#### What you are asked to do:
Each line in the records below, from the one that contains "inset:0; background:#acb3ba; transform-origin:0" to the one that contains "width:19px; height:19px; translate:-50%", should be reproduced exactly, the first and last included.

BEGIN

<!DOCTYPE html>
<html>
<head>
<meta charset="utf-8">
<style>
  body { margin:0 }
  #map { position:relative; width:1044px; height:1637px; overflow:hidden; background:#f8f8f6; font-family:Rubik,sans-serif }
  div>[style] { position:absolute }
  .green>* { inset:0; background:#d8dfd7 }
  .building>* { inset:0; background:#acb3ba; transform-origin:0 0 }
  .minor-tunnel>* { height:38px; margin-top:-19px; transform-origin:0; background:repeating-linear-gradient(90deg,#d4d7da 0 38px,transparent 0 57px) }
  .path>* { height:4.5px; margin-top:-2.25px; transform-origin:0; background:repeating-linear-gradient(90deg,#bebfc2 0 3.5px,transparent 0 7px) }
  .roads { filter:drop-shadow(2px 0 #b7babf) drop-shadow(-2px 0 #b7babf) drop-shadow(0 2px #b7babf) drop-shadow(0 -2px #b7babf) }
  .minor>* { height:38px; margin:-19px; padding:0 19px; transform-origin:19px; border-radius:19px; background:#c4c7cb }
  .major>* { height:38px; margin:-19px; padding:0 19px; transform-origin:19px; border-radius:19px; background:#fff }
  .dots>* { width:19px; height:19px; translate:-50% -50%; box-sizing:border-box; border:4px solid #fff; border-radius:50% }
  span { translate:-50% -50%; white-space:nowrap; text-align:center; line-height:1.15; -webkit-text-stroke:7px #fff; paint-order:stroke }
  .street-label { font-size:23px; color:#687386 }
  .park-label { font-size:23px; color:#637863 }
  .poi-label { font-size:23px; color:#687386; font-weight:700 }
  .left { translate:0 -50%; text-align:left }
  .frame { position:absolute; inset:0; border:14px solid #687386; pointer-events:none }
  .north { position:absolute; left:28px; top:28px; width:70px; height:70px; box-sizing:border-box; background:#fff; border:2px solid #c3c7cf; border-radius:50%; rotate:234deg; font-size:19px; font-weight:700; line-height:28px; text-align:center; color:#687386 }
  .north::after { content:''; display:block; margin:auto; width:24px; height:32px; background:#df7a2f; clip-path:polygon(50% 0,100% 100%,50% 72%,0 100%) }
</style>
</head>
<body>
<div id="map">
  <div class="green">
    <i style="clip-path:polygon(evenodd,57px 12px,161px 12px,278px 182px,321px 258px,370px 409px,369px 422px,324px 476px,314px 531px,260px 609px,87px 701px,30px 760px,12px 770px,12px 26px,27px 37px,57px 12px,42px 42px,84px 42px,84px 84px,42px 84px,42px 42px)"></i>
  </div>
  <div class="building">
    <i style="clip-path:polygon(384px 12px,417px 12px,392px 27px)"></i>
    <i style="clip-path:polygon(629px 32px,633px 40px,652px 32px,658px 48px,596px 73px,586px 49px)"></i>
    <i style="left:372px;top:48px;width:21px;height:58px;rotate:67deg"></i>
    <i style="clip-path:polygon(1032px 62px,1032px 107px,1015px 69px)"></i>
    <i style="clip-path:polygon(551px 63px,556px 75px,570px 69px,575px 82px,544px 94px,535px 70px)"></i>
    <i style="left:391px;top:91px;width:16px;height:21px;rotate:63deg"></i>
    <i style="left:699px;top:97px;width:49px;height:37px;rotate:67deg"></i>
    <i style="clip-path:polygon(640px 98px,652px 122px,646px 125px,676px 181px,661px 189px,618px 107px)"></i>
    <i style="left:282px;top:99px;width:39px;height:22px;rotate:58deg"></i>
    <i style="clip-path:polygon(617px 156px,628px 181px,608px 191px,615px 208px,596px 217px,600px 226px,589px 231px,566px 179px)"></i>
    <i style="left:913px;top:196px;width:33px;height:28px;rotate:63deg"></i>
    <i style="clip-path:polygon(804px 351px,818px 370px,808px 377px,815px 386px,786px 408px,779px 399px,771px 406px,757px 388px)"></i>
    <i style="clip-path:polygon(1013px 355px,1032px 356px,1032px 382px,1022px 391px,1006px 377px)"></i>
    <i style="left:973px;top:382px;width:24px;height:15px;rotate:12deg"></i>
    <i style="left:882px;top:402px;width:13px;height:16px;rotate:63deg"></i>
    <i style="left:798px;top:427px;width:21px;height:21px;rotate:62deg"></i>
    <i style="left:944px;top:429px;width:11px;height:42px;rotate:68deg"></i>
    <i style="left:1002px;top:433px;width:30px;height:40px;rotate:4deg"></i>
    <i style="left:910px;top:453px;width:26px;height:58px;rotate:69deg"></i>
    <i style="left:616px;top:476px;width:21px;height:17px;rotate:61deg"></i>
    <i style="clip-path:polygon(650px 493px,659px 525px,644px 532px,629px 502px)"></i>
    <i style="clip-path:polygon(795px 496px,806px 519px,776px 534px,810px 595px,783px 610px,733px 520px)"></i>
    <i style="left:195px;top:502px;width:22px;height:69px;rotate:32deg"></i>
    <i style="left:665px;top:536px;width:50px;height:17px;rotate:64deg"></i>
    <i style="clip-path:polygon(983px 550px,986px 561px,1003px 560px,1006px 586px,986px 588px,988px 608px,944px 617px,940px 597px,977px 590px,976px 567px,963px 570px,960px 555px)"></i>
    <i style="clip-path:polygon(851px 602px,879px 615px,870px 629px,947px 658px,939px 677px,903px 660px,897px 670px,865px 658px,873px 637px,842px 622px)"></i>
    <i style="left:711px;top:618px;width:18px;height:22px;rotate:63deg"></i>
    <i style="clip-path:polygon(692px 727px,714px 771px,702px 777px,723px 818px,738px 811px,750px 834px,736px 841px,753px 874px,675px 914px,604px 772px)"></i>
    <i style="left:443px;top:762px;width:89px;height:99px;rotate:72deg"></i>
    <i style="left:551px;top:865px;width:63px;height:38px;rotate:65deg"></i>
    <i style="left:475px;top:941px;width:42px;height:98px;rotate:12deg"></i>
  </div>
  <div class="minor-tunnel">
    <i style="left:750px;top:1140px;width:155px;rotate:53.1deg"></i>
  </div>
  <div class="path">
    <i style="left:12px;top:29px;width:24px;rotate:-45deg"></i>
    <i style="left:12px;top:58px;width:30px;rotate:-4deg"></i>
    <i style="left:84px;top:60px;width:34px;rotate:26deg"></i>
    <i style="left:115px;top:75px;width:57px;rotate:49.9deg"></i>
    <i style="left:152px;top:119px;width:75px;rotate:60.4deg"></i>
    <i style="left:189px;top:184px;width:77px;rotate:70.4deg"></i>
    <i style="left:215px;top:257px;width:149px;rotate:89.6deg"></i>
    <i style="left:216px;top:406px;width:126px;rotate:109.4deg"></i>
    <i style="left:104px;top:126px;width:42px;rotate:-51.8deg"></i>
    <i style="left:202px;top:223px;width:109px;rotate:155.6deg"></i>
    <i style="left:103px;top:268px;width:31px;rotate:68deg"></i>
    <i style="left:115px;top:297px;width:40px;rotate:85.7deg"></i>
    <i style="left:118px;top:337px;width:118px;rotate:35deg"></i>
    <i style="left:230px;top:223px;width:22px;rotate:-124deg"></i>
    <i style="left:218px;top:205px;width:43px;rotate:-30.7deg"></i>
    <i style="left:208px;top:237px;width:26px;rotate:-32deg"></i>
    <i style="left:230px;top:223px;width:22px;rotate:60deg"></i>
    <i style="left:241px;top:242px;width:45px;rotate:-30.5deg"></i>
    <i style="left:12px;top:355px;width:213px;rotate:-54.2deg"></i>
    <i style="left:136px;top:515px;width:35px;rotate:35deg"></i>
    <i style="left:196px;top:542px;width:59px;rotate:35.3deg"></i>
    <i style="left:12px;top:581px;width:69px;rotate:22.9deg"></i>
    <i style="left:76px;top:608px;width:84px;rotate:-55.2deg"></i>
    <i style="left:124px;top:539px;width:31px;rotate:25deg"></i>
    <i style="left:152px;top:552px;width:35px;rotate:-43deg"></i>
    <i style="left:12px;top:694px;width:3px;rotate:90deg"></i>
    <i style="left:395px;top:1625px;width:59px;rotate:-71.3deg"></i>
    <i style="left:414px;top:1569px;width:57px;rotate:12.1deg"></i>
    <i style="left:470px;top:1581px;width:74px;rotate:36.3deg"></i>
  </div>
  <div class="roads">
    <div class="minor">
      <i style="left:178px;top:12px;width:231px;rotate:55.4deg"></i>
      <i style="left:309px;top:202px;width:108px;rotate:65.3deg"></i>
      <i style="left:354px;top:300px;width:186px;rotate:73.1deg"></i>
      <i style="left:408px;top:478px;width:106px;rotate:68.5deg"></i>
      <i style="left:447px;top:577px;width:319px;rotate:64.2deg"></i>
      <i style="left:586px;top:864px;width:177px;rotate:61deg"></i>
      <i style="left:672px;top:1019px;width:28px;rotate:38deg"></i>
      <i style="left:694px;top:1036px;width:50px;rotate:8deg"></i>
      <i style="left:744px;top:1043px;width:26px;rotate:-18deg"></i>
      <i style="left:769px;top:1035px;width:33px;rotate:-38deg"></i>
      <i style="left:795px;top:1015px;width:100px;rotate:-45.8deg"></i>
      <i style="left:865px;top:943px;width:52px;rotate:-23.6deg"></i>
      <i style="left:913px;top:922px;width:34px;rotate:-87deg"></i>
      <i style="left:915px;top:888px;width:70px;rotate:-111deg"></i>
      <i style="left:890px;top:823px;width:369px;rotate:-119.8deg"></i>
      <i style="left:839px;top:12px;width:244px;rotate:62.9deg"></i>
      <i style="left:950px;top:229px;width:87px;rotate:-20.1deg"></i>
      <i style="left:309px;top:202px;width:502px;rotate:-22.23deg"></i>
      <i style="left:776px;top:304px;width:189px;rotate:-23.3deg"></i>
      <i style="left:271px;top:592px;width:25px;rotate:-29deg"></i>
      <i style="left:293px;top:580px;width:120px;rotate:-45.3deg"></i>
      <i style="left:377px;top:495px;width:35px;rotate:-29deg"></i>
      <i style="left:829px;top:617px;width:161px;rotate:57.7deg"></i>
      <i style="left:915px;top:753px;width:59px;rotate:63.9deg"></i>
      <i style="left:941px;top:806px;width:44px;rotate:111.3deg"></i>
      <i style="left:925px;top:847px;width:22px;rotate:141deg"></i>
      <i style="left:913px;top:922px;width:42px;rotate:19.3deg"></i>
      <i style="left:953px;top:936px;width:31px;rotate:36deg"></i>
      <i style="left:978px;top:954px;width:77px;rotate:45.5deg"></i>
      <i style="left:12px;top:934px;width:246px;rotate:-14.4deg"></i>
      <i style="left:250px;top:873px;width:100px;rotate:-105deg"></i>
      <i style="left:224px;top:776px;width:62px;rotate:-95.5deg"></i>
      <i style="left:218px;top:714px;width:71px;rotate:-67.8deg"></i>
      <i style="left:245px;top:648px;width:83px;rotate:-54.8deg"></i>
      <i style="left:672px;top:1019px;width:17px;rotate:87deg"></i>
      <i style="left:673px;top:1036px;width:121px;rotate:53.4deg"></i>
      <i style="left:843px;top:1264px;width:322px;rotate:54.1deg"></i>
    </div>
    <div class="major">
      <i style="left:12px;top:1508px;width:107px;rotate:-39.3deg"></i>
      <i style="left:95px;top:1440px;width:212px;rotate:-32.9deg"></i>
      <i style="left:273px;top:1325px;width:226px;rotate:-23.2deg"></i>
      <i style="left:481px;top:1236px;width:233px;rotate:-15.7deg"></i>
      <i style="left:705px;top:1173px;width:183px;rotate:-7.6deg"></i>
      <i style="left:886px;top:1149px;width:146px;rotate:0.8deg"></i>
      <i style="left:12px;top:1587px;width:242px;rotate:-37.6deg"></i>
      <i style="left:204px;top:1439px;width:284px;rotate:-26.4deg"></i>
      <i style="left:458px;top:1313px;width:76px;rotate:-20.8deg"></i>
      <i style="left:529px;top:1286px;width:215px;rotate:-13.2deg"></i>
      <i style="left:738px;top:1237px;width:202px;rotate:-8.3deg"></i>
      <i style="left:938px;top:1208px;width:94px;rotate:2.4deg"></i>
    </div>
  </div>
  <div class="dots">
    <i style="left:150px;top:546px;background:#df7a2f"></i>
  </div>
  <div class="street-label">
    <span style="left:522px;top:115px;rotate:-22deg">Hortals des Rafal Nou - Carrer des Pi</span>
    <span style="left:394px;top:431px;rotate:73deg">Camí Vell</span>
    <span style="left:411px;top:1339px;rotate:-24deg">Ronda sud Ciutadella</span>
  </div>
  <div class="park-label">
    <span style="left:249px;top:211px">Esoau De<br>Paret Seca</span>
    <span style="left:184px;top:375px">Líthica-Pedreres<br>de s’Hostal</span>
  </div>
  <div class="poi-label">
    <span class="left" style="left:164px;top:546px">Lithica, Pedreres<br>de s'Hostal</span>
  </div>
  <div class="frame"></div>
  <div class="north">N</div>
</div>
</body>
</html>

END

#### Response below:
  .building>* { inset:0; background:#acb3ba; transform-origin:0 0 }
  .minor-tunnel>* { height:38px; margin-top:-19px; transform-origin:0; background:repeating-linear-gradient(90deg,#d4d7da 0 38px,transparent 0 57px) }
  .path>* { height:4.5px; margin-top:-2.25px; transform-origin:0; background:repeating-linear-gradient(90deg,#bebfc2 0 3.5px,transparent 0 7px) }
  .roads { filter:drop-shadow(2px 0 #b7babf) drop-shadow(-2px 0 #b7babf) drop-shadow(0 2px #b7babf) drop-shadow(0 -2px #b7babf) }
  .minor>* { height:38px; margin:-19px; padding:0 19px; transform-origin:19px; border-radius:19px; background:#c4c7cb }
  .major>* { height:38px; margin:-19px; padding:0 19px; transform-origin:19px; border-radius:19px; background:#fff }
  .dots>* { width:19px; height:19px; translate:-50% -50%; box-sizing:border-box; border:4px solid #fff; border-radius:50% }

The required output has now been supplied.